Allá por los años noventa podía considerarme todavía más friki de lo que me considero hoy. Cuando no existía internet (al menos en España) y cualquier artículo relacionado con el fandom comiquero o rolero era considerado una rareza de tintes heréticos para los profanos en la materia, ahí estábamos unos cuantos dándolo todo intentando conseguir el último módulo en inglés del Rolemaster (válganme los dioses) o la ampliación de reglas del GURPS para montarte partidas de Robotech a cuatro bandas.

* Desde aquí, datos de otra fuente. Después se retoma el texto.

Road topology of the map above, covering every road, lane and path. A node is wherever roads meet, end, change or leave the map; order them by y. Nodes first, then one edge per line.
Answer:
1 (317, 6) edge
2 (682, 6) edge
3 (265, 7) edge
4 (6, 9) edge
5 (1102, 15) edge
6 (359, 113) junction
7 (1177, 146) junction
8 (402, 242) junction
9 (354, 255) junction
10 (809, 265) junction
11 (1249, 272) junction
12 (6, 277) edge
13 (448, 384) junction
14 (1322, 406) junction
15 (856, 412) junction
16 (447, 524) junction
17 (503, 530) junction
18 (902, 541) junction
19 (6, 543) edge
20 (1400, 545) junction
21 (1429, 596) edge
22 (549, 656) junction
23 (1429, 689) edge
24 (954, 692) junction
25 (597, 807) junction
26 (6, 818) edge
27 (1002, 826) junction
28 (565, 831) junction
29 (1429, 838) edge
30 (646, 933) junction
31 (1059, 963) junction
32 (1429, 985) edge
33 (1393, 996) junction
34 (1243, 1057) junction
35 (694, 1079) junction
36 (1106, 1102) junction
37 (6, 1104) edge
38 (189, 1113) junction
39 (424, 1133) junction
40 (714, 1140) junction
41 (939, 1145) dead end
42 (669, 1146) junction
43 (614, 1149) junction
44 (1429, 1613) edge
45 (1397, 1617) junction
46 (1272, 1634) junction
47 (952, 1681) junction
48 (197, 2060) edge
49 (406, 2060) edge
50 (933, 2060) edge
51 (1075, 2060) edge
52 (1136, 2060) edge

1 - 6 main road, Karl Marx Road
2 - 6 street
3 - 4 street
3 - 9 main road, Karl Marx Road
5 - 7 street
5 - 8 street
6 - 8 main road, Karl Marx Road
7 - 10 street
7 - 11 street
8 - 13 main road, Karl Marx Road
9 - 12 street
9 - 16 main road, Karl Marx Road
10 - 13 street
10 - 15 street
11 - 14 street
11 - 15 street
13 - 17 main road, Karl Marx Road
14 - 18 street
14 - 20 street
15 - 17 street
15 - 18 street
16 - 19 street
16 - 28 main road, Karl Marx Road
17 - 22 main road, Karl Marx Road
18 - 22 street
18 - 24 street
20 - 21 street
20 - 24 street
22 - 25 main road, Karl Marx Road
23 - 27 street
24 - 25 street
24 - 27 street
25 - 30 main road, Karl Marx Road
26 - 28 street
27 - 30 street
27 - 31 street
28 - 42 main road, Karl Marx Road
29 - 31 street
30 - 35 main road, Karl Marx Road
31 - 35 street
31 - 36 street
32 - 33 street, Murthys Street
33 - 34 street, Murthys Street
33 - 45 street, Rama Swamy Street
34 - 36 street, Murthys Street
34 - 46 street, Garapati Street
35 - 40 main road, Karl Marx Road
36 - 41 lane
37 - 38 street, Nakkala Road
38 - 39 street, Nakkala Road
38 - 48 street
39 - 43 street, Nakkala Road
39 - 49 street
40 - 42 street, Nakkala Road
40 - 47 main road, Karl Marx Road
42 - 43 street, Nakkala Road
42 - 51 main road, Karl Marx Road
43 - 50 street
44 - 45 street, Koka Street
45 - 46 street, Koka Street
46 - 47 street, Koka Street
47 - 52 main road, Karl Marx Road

Era la época de las fotocopias encuadernadas a canutillo, de la maquetación con Pagemaker y reproducción a base de impresora matricial. Otros tiempos, qué diablos. El romanticismo del «Do It Yourself» elevado a la enésima potencia, y me remito a cierto tablero de Battletech a base de héxagonos de poliestireno que nos estuvimos trabajando unos cuantos para aquellas primeras Talazbrágoles (que ni siquiera se llamaban así) en el año 92. Si no entiendes muy bien sobre lo que estás leyendo ahora mismo, lo mismo no eres suficientemente friki… o eres friki pero muy joven.
También era en los noventa cuando en las tiendas de cómics veías en el mismo montón el último número de los X-Men junto a los fanzines de turno autoeditados y autodistribuidos por su(s) creadore(s). No sé cuántas veces me habré paseado por Callao dejando mis cuadernillos fotocopiados en todos los establecimientos posibles y semana tras semana revisando que estuvieran visibles (porque tristemente seguían ahí impertérritos aunque los hubieras decorado con neones refulgentes) y llevándome grandísimas alegrías cuando después de varios meses hacía el recuento y veía que se había vendido… ¡¡¡UNO!!!. Me río yo del Euromillón. JA!
Pues en aquel entonces, entre desarrollos de juegos de rol, cómics autoproducidos y peleas para conseguir arañar la pela en la fotocopiadora de la esquina (que era la que te ponía -¡oh, cielos!- las grapas en los A3 y cartulinas de colores), me embarqué, con más ganas que talento, en la aventura de un fanzine literario con mis amigos Pedro Alcántara, Paul Viejo y Carlos González (el zíngaro). Llamóse el proyecto Bucanero y durante trece (críptico número) ejemplares de periodicidad trimestral (multipliquen para saber los meses a partir de 1996) nos dedicamos a darle vida a través de la fantasía heroica, la ciencia ficción cyberpunk y Space Ópera, el terror victoriano, el horror primigenio y, en definitiva, con cualquier tema relacionado con los mundos alternativos y que pudiera lograr que nos excomulgaran. Desde luego, si alguno consiguió la excomunión, no fue por esto; palabra.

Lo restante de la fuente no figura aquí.